In this lesson, we will be taking something called “Combinatorics”. It is generally the nemesis of many students, especially the ones who do not understand why do we need to arrange something, and that too in some weird way. Well I have sympathy for you, but no matter how chaotic our lives be, we still like to maintain some order, and therein comes the concept of ordering, arranging, partitioning and so on. And all of it come together to make a branch of mathematics called Combinatorics.
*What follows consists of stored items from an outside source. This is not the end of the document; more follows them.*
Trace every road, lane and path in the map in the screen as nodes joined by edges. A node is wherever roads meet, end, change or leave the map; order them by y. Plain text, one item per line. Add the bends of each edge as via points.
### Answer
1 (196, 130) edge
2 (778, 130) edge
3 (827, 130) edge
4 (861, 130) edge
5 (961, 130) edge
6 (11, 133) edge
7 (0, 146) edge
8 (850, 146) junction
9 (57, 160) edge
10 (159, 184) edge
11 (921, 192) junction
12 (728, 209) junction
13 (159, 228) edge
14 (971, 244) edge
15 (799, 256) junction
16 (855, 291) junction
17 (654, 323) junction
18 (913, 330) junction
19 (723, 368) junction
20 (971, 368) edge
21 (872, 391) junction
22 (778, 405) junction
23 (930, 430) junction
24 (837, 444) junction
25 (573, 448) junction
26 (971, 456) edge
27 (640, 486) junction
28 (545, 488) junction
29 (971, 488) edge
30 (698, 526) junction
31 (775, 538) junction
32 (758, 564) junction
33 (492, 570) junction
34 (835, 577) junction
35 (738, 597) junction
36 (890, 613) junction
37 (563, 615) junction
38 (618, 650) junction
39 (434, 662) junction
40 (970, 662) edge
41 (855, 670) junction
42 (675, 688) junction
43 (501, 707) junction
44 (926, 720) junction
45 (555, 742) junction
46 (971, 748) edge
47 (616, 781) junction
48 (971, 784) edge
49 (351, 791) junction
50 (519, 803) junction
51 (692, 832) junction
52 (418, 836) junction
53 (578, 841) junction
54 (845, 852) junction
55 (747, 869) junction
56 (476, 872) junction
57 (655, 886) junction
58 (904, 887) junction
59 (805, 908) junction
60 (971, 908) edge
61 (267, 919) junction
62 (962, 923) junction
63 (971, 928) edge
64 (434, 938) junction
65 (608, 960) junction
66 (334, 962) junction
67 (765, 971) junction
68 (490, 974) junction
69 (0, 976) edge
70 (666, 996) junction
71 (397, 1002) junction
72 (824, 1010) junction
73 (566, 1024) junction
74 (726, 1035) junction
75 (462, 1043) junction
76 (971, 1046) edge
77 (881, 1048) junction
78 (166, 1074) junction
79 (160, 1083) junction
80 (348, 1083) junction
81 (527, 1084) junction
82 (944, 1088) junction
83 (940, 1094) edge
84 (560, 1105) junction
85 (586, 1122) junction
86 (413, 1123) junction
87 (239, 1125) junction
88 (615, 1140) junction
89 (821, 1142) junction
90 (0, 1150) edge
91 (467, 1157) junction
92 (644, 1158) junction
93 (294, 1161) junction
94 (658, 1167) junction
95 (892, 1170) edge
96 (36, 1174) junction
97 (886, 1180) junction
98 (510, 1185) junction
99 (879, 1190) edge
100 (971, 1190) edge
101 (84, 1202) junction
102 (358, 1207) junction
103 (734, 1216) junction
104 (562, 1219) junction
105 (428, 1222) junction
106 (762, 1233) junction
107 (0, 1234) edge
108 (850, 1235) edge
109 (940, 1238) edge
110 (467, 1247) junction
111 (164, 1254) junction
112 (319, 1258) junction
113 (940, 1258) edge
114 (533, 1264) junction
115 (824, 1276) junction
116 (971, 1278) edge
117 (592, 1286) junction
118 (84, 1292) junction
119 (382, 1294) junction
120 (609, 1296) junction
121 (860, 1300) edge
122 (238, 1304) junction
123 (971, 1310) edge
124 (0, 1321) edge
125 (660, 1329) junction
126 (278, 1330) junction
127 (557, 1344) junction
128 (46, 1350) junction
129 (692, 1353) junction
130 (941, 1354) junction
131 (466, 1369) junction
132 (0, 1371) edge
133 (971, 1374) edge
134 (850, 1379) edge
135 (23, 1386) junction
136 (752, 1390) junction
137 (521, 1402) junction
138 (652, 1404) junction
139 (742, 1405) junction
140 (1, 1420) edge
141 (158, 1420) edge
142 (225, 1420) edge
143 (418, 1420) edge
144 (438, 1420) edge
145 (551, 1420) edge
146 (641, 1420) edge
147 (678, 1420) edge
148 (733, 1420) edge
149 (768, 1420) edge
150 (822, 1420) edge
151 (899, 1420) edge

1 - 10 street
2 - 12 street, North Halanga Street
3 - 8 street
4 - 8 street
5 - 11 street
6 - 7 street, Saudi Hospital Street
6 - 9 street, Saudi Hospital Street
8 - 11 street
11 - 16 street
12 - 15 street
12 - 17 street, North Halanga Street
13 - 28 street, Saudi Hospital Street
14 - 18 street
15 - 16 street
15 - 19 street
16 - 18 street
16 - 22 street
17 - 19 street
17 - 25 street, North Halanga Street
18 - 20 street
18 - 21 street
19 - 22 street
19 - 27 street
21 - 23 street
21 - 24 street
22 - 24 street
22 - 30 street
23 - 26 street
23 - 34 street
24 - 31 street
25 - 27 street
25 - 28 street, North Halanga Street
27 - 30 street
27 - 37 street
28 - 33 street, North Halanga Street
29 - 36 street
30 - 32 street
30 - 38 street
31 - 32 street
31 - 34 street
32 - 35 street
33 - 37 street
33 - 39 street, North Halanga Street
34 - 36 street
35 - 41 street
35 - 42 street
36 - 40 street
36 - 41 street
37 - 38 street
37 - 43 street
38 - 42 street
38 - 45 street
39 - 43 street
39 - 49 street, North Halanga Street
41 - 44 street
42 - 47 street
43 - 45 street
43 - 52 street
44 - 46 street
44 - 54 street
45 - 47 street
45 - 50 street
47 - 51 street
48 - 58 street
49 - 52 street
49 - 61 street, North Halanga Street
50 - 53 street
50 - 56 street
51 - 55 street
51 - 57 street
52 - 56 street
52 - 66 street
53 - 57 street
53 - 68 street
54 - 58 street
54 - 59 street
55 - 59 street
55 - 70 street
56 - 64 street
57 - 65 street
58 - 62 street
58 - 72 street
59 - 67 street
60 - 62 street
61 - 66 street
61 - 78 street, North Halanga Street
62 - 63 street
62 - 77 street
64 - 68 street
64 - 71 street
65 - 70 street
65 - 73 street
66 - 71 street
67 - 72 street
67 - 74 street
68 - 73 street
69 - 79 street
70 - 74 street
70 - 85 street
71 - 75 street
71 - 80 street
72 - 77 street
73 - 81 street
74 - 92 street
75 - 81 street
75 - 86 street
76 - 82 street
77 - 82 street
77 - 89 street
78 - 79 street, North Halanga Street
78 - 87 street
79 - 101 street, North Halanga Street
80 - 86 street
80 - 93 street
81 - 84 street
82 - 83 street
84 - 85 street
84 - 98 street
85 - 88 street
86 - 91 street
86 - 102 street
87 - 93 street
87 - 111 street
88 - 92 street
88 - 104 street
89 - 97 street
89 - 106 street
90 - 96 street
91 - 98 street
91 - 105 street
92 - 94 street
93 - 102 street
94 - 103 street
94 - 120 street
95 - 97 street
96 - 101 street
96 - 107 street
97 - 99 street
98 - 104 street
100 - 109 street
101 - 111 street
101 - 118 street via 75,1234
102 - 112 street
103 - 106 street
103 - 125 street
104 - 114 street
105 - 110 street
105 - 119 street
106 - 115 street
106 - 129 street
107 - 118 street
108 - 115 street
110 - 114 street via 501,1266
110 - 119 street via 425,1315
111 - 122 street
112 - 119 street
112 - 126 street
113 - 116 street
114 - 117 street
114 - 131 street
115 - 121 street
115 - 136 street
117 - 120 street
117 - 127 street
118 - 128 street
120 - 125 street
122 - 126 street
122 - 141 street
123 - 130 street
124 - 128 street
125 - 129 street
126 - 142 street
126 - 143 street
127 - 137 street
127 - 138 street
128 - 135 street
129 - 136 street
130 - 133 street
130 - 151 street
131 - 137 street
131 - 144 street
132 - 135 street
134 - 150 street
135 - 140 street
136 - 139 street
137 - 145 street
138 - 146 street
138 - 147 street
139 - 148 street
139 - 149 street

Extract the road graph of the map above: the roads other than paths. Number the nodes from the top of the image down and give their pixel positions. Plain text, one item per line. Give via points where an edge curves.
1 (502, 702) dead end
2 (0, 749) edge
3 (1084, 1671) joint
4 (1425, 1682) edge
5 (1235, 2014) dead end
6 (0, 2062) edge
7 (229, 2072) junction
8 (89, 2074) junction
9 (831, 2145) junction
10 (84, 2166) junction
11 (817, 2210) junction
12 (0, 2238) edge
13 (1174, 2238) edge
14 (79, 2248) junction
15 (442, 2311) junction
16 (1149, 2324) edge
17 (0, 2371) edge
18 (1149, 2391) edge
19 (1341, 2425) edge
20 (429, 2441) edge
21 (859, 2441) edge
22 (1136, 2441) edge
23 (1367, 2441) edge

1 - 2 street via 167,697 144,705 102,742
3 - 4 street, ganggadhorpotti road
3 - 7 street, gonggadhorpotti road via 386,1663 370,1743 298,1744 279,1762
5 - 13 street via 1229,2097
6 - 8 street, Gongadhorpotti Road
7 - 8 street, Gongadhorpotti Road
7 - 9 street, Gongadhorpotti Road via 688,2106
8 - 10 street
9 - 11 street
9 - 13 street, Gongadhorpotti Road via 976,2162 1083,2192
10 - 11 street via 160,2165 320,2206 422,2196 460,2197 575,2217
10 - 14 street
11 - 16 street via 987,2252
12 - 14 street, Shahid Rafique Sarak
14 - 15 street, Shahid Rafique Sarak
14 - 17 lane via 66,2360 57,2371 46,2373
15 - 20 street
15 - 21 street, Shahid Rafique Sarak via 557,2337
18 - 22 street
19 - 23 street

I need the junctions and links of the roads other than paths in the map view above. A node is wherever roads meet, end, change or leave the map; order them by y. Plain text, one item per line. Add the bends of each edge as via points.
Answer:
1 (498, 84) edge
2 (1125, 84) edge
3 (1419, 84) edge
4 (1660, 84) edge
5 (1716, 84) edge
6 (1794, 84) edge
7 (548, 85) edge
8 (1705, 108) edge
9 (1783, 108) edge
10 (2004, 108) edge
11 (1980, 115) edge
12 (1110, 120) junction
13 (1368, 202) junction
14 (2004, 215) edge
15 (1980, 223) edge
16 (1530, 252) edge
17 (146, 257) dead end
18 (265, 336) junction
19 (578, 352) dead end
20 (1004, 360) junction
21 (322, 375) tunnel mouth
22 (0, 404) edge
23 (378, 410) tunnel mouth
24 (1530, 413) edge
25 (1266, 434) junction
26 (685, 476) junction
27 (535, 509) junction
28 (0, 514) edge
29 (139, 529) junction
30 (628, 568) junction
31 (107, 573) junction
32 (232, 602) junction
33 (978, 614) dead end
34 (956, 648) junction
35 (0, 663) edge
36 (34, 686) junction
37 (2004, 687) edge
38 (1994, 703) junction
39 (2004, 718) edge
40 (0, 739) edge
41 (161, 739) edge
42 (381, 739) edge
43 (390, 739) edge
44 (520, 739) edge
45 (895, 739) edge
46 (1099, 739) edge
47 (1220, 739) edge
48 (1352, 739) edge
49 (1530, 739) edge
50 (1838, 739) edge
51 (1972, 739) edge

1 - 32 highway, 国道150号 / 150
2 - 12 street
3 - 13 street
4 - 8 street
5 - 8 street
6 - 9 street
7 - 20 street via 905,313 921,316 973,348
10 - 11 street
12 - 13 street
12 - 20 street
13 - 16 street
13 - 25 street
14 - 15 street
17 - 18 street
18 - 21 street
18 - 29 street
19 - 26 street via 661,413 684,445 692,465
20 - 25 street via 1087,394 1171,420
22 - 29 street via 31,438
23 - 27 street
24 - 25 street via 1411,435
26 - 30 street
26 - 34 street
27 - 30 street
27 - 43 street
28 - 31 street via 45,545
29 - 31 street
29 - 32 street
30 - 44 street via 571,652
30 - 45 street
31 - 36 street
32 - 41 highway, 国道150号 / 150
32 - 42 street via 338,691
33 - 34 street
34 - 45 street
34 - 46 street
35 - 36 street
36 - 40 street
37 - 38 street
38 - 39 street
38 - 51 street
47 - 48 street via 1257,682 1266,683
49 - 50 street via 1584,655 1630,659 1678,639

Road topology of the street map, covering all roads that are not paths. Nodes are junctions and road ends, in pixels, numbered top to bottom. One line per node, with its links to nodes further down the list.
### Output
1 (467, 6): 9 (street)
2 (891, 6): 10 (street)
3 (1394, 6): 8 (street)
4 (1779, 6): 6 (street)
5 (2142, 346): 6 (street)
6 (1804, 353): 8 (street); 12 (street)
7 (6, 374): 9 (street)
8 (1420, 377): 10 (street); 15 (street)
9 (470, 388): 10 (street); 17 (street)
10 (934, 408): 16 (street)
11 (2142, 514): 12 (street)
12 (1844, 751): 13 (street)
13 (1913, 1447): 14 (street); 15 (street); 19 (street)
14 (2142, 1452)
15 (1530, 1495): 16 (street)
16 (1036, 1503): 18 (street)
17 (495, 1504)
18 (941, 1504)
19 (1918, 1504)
It will be injustice to combinatorics, if I write just once lesson, so I will try to write a few more, for the moment, I will pick up one of the darling principles of Combinatorics, known as Pigeon-Hole Principle.

Theorem 1: if n+1 pigeons fly to n holes, there must be a pigeonhole containing at least two pigeons

Well this theorem, look apparently simple and trivial, but its extremely powerful. Lets take a test of it.

Example 1: Let A be any set of nineteen integers chosen from the arithmetic progression 1,4, . . . ,100. Prove that there must be two distinct integers in A whose sum is 104.

Now how do we go about this? remember n and n+1. The hint is to make n+1=19. Something clicked?

see we have 34 numbers of the form 3k+1, from 1 to 100. If we do not want a sum of 104, we will break them in the sets of 2 integers whose sum is 104

{4,100},{7,97}..{49,55} and {1}, {52}. Clearly we have 16 two element sets and 2 one element set.

So if we make a set of 19 integers, we will have to pick both the integers from atleast one of the two element sets, which will give us a sum of 104.

We are done here.

If you still have doubts, let me explain again, suppose you are four friends ( boys) and there are three girls. And each one of you like a girl out of the three. So at least one of the girls will be liked by two boys.

Lets solved a more involved example, wherein we need not prove a thing, but find a thing. Some people may be feeling cat does not want us to prove but find. Here is how we do that.

Example 2: Let there be n balls with Ram. he decides to colour one ball with colour 1, two balls with colour 2 and so on upto, fifty balls with colour 50. At the end of it , all n balls are used, and no ball is coloured twice. Ram then draws balls from the lot at random, without replacement. What is is the minimum number of balls that he must draw in order to gurantee drawing 10 balls of the same color?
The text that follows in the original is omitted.